The multidisciplinary process is essential for the optimum care of cancer patients. So, asks Dr Michael Crawford, why are his colleagues so disillusioned?
My thoughts on some of the problems the NHS has in offering patients with cancer up-to-date care appeared in the Parliamentary Monitor in March. A document came to my attention recently which illustrates some points I made.
I have a colleague who was very enthusiastic indeed about the process of setting up multidisciplinary teams (MDTs) to improve the decision making process for cancer patients. He established the practice of a regular meeting in his specialty almost before the ink was dry on the Calman-Hine report, which was published in 1995. This was designed, following the best principles of Calman-Hine, to accommodate colleagues from surrounding hospitals in planning the care of mutual patients.
In recent years his disillusion has become more evident. He had a commitment which precluded his attendance at a recent meeting and in order to convey his views about the management of one of his patients due to be discussed on that occasion, he wrote the following letter. All that is missed out is the detail that might identify the patient.
"Dear Colleagues,
"Unfortunately, this patient is suffering from the worst aspects of the multi-disciplinary decision making machinery i.e. no decisions, constant discussion, have a go at this, have a go at that. The man is at home. We are no further on. We still do not have an adequate sample of this man's tissue"We have to do better than this and we really need a decision pronto on this man as to whether any treatment of any description is going to be carried out.
"We really need to be much more positive in the handling of this patient. The decision making that goes on in the MDT meeting lacks relevance to the patient. Often it is to do another invasive procedure in the X-ray Department. The department does not have clinical responsibility, it just does its best with the diagnostic process and often that is all it is seeing. We need to have a better and quicker decision making process if we are not to sink under the number of complaints we are likely to generate.
"This patient's wife is coming after the MDT meeting and wants to know what decision and recommendation has been made. My registrar will see her in the first instance and I am hoping to be back early enough to see one of the radiologists to discuss the situation because I am ashamed."
It is beyond doubt that the multidisciplinary process is essential for optimum care of patients with cancer. So why has an enthusiast come to feel ashamed of its working?
I believe the answer lies in the way the service has failed to develop capacity over the years and the way in which its bureaucracy assumes that the capacity is there. It can cope very easily with easily-reached diagnoses; these are readily accommodated in the referral process governed by the two week rule, a process which is being streamlined by the Cancer Collaborative. The system falls down when the diagnosis is not clear and confirmation hard to come by.

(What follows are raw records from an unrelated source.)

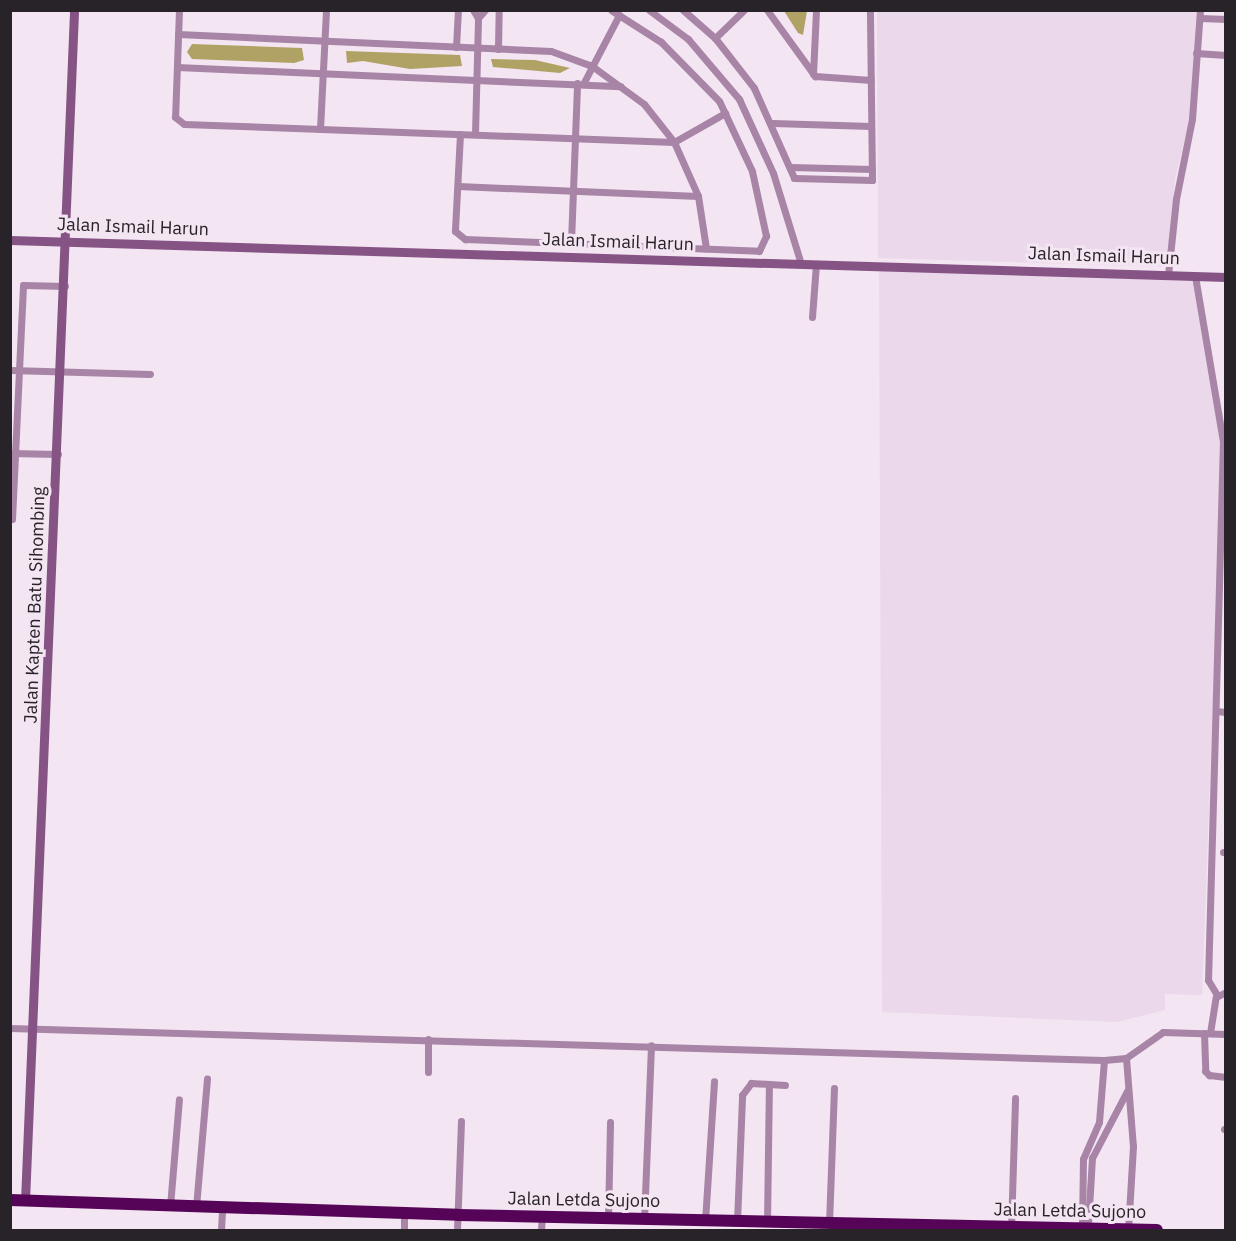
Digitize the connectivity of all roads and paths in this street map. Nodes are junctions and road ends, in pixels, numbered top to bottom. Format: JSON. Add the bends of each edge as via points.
{"nodes":[{"id":1,"x":74,"y":10,"type":"edge"},
{"id":2,"x":179,"y":10,"type":"edge"},
{"id":3,"x":326,"y":10,"type":"edge"},
{"id":4,"x":458,"y":10,"type":"edge"},
{"id":5,"x":472,"y":10,"type":"edge"},
{"id":6,"x":485,"y":10,"type":"edge"},
{"id":7,"x":499,"y":10,"type":"edge"},
{"id":8,"x":611,"y":10,"type":"edge"},
{"id":9,"x":649,"y":10,"type":"edge"},
{"id":10,"x":683,"y":10,"type":"edge"},
{"id":11,"x":744,"y":10,"type":"edge"},
{"id":12,"x":767,"y":10,"type":"edge"},
{"id":13,"x":816,"y":10,"type":"edge"},
{"id":14,"x":870,"y":10,"type":"edge"},
{"id":15,"x":1200,"y":14,"type":"edge"},
{"id":16,"x":619,"y":15,"type":"junction"},
{"id":17,"x":478,"y":18,"type":"junction"},
{"id":18,"x":1226,"y":19,"type":"edge"},
{"id":19,"x":178,"y":33,"type":"junction"},
{"id":20,"x":715,"y":38,"type":"junction"},
{"id":21,"x":325,"y":41,"type":"junction"},
{"id":22,"x":456,"y":47,"type":"junction"},
{"id":23,"x":477,"y":48,"type":"junction"},
{"id":24,"x":498,"y":49,"type":"junction"},
{"id":25,"x":1196,"y":53,"type":"junction"},
{"id":26,"x":1226,"y":55,"type":"edge"},
{"id":27,"x":592,"y":66,"type":"junction"},
{"id":28,"x":177,"y":67,"type":"junction"},
{"id":29,"x":323,"y":72,"type":"junction"},
{"id":30,"x":813,"y":74,"type":"junction"},
{"id":31,"x":476,"y":78,"type":"junction"},
{"id":32,"x":871,"y":80,"type":"junction"},
{"id":33,"x":580,"y":84,"type":"junction"},
{"id":34,"x":624,"y":86,"type":"junction"},
{"id":35,"x":725,"y":113,"type":"junction"},
{"id":36,"x":772,"y":123,"type":"junction"},
{"id":37,"x":871,"y":126,"type":"junction"},
{"id":38,"x":320,"y":129,"type":"junction"},
{"id":39,"x":460,"y":134,"type":"junction"},
{"id":40,"x":475,"y":134,"type":"junction"},
{"id":41,"x":575,"y":138,"type":"junction"},
{"id":42,"x":674,"y":142,"type":"junction"},
{"id":43,"x":458,"y":186,"type":"junction"},
{"id":44,"x":573,"y":190,"type":"junction"},
{"id":45,"x":698,"y":196,"type":"junction"},
{"id":46,"x":10,"y":240,"type":"edge"},
{"id":47,"x":67,"y":242,"type":"junction"},
{"id":48,"x":571,"y":242,"type":"junction"},
{"id":49,"x":706,"y":248,"type":"junction"},
{"id":50,"x":801,"y":264,"type":"junction"},
{"id":51,"x":816,"y":264,"type":"junction"},
{"id":52,"x":1168,"y":275,"type":"junction"},
{"id":53,"x":1195,"y":276,"type":"junction"},
{"id":54,"x":1226,"y":277,"type":"edge"},
{"id":55,"x":65,"y":286,"type":"junction"},
{"id":56,"x":812,"y":317,"type":"dead end"},
{"id":57,"x":10,"y":370,"type":"edge"},
{"id":58,"x":19,"y":370,"type":"junction"},
{"id":59,"x":61,"y":371,"type":"junction"},
{"id":60,"x":150,"y":374,"type":"dead end"},
{"id":61,"x":13,"y":453,"type":"edge"},
{"id":62,"x":58,"y":454,"type":"junction"},
{"id":63,"x":12,"y":519,"type":"dead end"},
{"id":64,"x":1222,"y":575,"type":"edge"},
{"id":65,"x":1221,"y":616,"type":"edge"},
{"id":66,"x":1217,"y":650,"type":"junction"},
{"id":67,"x":1226,"y":651,"type":"edge"},
{"id":68,"x":1216,"y":711,"type":"junction"},
{"id":69,"x":1226,"y":712,"type":"edge"},
{"id":70,"x":1215,"y":771,"type":"junction"},
{"id":71,"x":1226,"y":772,"type":"edge"},
{"id":72,"x":1226,"y":992,"type":"edge"},
{"id":73,"x":1217,"y":995,"type":"junction"},
{"id":74,"x":10,"y":1028,"type":"edge"},
{"id":75,"x":33,"y":1029,"type":"junction"},
{"id":76,"x":1207,"y":1033,"type":"junction"},
{"id":77,"x":1226,"y":1034,"type":"edge"},
{"id":78,"x":428,"y":1039,"type":"junction"},
{"id":79,"x":651,"y":1045,"type":"junction"},
{"id":80,"x":1126,"y":1058,"type":"junction"},
{"id":81,"x":1104,"y":1060,"type":"junction"},
{"id":82,"x":428,"y":1072,"type":"dead end"},
{"id":83,"x":1226,"y":1077,"type":"edge"},
{"id":84,"x":207,"y":1078,"type":"dead end"},
{"id":85,"x":714,"y":1082,"type":"dead end"},
{"id":86,"x":769,"y":1084,"type":"junction"},
{"id":87,"x":785,"y":1084,"type":"dead end"},
{"id":88,"x":834,"y":1088,"type":"dead end"},
{"id":89,"x":1127,"y":1091,"type":"junction"},
{"id":90,"x":1015,"y":1098,"type":"dead end"},
{"id":91,"x":179,"y":1099,"type":"dead end"},
{"id":92,"x":461,"y":1121,"type":"dead end"},
{"id":93,"x":610,"y":1122,"type":"dead end"},
{"id":94,"x":10,"y":1200,"type":"edge"},
{"id":95,"x":25,"y":1201,"type":"junction"},
{"id":96,"x":170,"y":1206,"type":"junction"},
{"id":97,"x":196,"y":1207,"type":"junction"},
{"id":98,"x":222,"y":1208,"type":"junction"},
{"id":99,"x":404,"y":1214,"type":"junction"},
{"id":100,"x":458,"y":1215,"type":"junction"},
{"id":101,"x":542,"y":1217,"type":"junction"},
{"id":102,"x":608,"y":1219,"type":"junction"},
{"id":103,"x":644,"y":1220,"type":"junction"},
{"id":104,"x":705,"y":1221,"type":"junction"},
{"id":105,"x":737,"y":1222,"type":"junction"},
{"id":106,"x":829,"y":1224,"type":"junction"},
{"id":107,"x":760,"y":1225,"type":"edge"},
{"id":108,"x":681,"y":1226,"type":"edge"},
{"id":109,"x":809,"y":1227,"type":"edge"},
{"id":110,"x":897,"y":1228,"type":"edge"},
{"id":111,"x":928,"y":1228,"type":"edge"},
{"id":112,"x":1011,"y":1228,"type":"junction"},
{"id":113,"x":1089,"y":1228,"type":"edge"},
{"id":114,"x":1025,"y":1229,"type":"edge"},
{"id":115,"x":221,"y":1230,"type":"edge"},
{"id":116,"x":404,"y":1230,"type":"edge"},
{"id":117,"x":457,"y":1230,"type":"edge"},
{"id":118,"x":541,"y":1230,"type":"edge"},
{"id":119,"x":1061,"y":1230,"type":"edge"},
{"id":120,"x":1128,"y":1230,"type":"edge"},
{"id":121,"x":1157,"y":1230,"type":"edge"}],
"edges":[{"from":1,"to":47,"type":"street","name":"Jalan Kapten Batu Sihombing"},
{"from":2,"to":19,"type":"street"},
{"from":3,"to":21,"type":"street"},
{"from":4,"to":22,"type":"street"},
{"from":5,"to":17,"type":"street"},
{"from":6,"to":17,"type":"street"},
{"from":7,"to":24,"type":"street"},
{"from":8,"to":16,"type":"street"},
{"from":9,"to":50,"type":"street","via":[[688,39],[739,99],[773,173]]},
{"from":10,"to":20,"type":"street"},
{"from":11,"to":20,"type":"street"},
{"from":12,"to":30,"type":"street"},
{"from":13,"to":30,"type":"street"},
{"from":14,"to":32,"type":"street"},
{"from":15,"to":18,"type":"street"},
{"from":15,"to":25,"type":"street"},
{"from":16,"to":27,"type":"street"},
{"from":16,"to":35,"type":"street","via":[[661,42],[688,66]]},
{"from":17,"to":23,"type":"street"},
{"from":19,"to":21,"type":"street"},
{"from":19,"to":28,"type":"street"},
{"from":20,"to":36,"type":"street","via":[[754,88]]},
{"from":21,"to":22,"type":"street"},
{"from":21,"to":29,"type":"street"},
{"from":22,"to":23,"type":"street"},
{"from":23,"to":24,"type":"street"},
{"from":23,"to":31,"type":"street"},
{"from":24,"to":27,"type":"street","via":[[550,51]]},
{"from":25,"to":26,"type":"street"},
{"from":25,"to":52,"type":"street","via":[[1192,119],[1176,199]]},
{"from":27,"to":33,"type":"street"},
{"from":27,"to":34,"type":"street"},
{"from":28,"to":29,"type":"street"},
{"from":28,"to":38,"type":"street","via":[[175,117],[179,122]]},
{"from":29,"to":31,"type":"street"},
{"from":29,"to":38,"type":"street"},
{"from":30,"to":32,"type":"street","via":[[821,78]]},
{"from":31,"to":33,"type":"street"},
{"from":31,"to":40,"type":"street"},
{"from":32,"to":37,"type":"street"},
{"from":33,"to":34,"type":"street"},
{"from":33,"to":41,"type":"street"},
{"from":34,"to":42,"type":"street"},
{"from":35,"to":42,"type":"street"},
{"from":35,"to":49,"type":"street","via":[[752,171],[766,236],[759,251]]},
{"from":36,"to":37,"type":"street"},
{"from":36,"to":37,"type":"street","via":[[794,178],[805,179],[872,180]]},
{"from":38,"to":39,"type":"street"},
{"from":39,"to":40,"type":"street"},
{"from":39,"to":43,"type":"street"},
{"from":40,"to":41,"type":"street"},
{"from":41,"to":42,"type":"street"},
{"from":41,"to":44,"type":"street"},
{"from":42,"to":45,"type":"street"},
{"from":43,"to":44,"type":"street"},
{"from":43,"to":48,"type":"street","via":[[458,236]]},
{"from":44,"to":45,"type":"street"},
{"from":44,"to":48,"type":"street"},
{"from":45,"to":49,"type":"street"},
{"from":46,"to":47,"type":"street","name":"Jalan Ismail Harun"},
{"from":47,"to":50,"type":"street","name":"Jalan Ismail Harun"},
{"from":47,"to":55,"type":"street","name":"Jalan Kapten Batu Sihombing"},
{"from":48,"to":49,"type":"street"},
{"from":50,"to":51,"type":"street","name":"Jalan Ismail Harun"},
{"from":51,"to":52,"type":"street","name":"Jalan Ismail Harun"},
{"from":51,"to":56,"type":"street"},
{"from":52,"to":53,"type":"street","name":"Jalan Ismail Harun"},
{"from":53,"to":54,"type":"street","name":"Jalan Ismail Harun"},
{"from":53,"to":64,"type":"street","via":[[1222,432]]},
{"from":55,"to":58,"type":"street","via":[[23,285]]},
{"from":55,"to":59,"type":"street","name":"Jalan Kapten Batu Sihombing"},
{"from":57,"to":58,"type":"street"},
{"from":58,"to":59,"type":"street"},
{"from":58,"to":61,"type":"street"},
{"from":59,"to":60,"type":"street"},
{"from":59,"to":62,"type":"street","name":"Jalan Kapten Batu Sihombing"},
{"from":61,"to":62,"type":"street"},
{"from":61,"to":63,"type":"street"},
{"from":62,"to":75,"type":"street","name":"Jalan Kapten Batu Sihombing"},
{"from":64,"to":65,"type":"street"},
{"from":65,"to":66,"type":"street"},
{"from":66,"to":67,"type":"street"},
{"from":66,"to":68,"type":"street"},
{"from":68,"to":69,"type":"street"},
{"from":68,"to":70,"type":"street"},
{"from":70,"to":71,"type":"street"},
{"from":70,"to":73,"type":"street","via":[[1208,980]]},
{"from":72,"to":73,"type":"street"},
{"from":73,"to":76,"type":"street"},
{"from":74,"to":75,"type":"street"},
{"from":75,"to":78,"type":"street"},
{"from":75,"to":95,"type":"street","name":"Jalan Kapten Batu Sihombing"},
{"from":76,"to":77,"type":"street"},
{"from":76,"to":80,"type":"street","via":[[1162,1032]]},
{"from":76,"to":83,"type":"street","via":[[1206,1071],[1209,1076]]},
{"from":78,"to":79,"type":"street"},
{"from":78,"to":82,"type":"street"},
{"from":79,"to":81,"type":"street"},
{"from":79,"to":103,"type":"street"},
{"from":80,"to":81,"type":"street"},
{"from":80,"to":89,"type":"street"},
{"from":81,"to":113,"type":"street","via":[[1099,1122],[1083,1159]]},
{"from":84,"to":97,"type":"street"},
{"from":85,"to":104,"type":"street"},
{"from":86,"to":87,"type":"street"},
{"from":86,"to":105,"type":"street","via":[[751,1083],[742,1095]]},
{"from":86,"to":107,"type":"street"},
{"from":88,"to":106,"type":"street"},
{"from":89,"to":113,"type":"street","via":[[1092,1158]]},
{"from":89,"to":120,"type":"street","via":[[1133,1146]]},
{"from":90,"to":112,"type":"street"},
{"from":91,"to":96,"type":"street"},
{"from":92,"to":100,"type":"street"},
{"from":93,"to":102,"type":"street"},
{"from":94,"to":95,"type":"highway","name":"Jalan Letda Sujono"},
{"from":95,"to":96,"type":"highway","name":"Jalan Letda Sujono"},
{"from":96,"to":97,"type":"highway","name":"Jalan Letda Sujono"},
{"from":97,"to":98,"type":"highway","name":"Jalan Letda Sujono"},
{"from":98,"to":99,"type":"highway","name":"Jalan Letda Sujono"},
{"from":98,"to":115,"type":"street"},
{"from":99,"to":100,"type":"highway","name":"Jalan Letda Sujono"},
{"from":99,"to":116,"type":"street"},
{"from":100,"to":101,"type":"highway","name":"Jalan Letda Sujono"},
{"from":100,"to":117,"type":"street"},
{"from":101,"to":102,"type":"highway","name":"Jalan Letda Sujono"},
{"from":101,"to":118,"type":"street"},
{"from":102,"to":103,"type":"highway","name":"Jalan Letda Sujono"},
{"from":103,"to":108,"type":"highway","name":"Jalan Letda Sujono"},
{"from":104,"to":105,"type":"highway","name":"Jalan Letda Sujono"},
{"from":104,"to":108,"type":"highway","name":"Jalan Letda Sujono"},
{"from":105,"to":107,"type":"highway","name":"Jalan Letda Sujono"},
{"from":106,"to":109,"type":"highway","name":"Jalan Letda Sujono"},
{"from":106,"to":110,"type":"highway","name":"Jalan Letda Sujono"},
{"from":107,"to":109,"type":"highway","name":"Jalan Letda Sujono"},
{"from":110,"to":111,"type":"highway","name":"Jalan Letda Sujono"},
{"from":111,"to":112,"type":"highway","name":"Jalan Letda Sujono"},
{"from":112,"to":114,"type":"highway","name":"Jalan Letda Sujono"},
{"from":113,"to":119,"type":"highway","name":"Jalan Letda Sujono"},
{"from":113,"to":120,"type":"highway","name":"Jalan Letda Sujono"},
{"from":114,"to":119,"type":"highway","name":"Jalan Letda Sujono"},
{"from":120,"to":121,"type":"highway","name":"Jalan Letda Sujono"}]}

When a patient presents these difficulties the doctors must decide which tests to do to secure an answer. If the first test fails, a second must be instituted and the cycle may need to be repeated. There are two sources of delay; firstly the capacity of the diagnostic test, for example a CT scanner, is often too limited. This limitation can be due to lack of equipment or shortage of staff. The patient has to wait for a slot. The second is the wait to discuss the result and to plan the next step.
If it is agreed that the forum for discussion is the MDT meeting, there is a delay until the next event comes round. These delays add up and all the while the cancer is growing and the patient's health deteriorating. The alternative is to circumvent them by good old-fashioned informal discussion but the advent of more timetabled meetings in doctors' schedules, especially MDTs, further reduces the time available for chatting, even about patients' care. Further, discussion outside the MDT defeats its object of involving all relevant disciplines in the discussion. This is compounded by the fact that important disciplines such as clinical and medical oncology may not be represented because of under-provision.
There is also the cultural effect of the formal meeting to which the letter alludes. It is easy to lose sight of the fact that we are working out how best to treat someone's illness in a setting that is more fitted to solving a purely academic problem.
If we ever have a Health Service that is big enough to meet the reasonable needs of the population, it will hold MDTs to guarantee best contemporary management of cancer. It will have sufficient staff and equipment to investigate patients and to solve diagnostic problems rapidly, with people having time both to participate in formal meetings and to engage in efficient informal planning of the patient's care.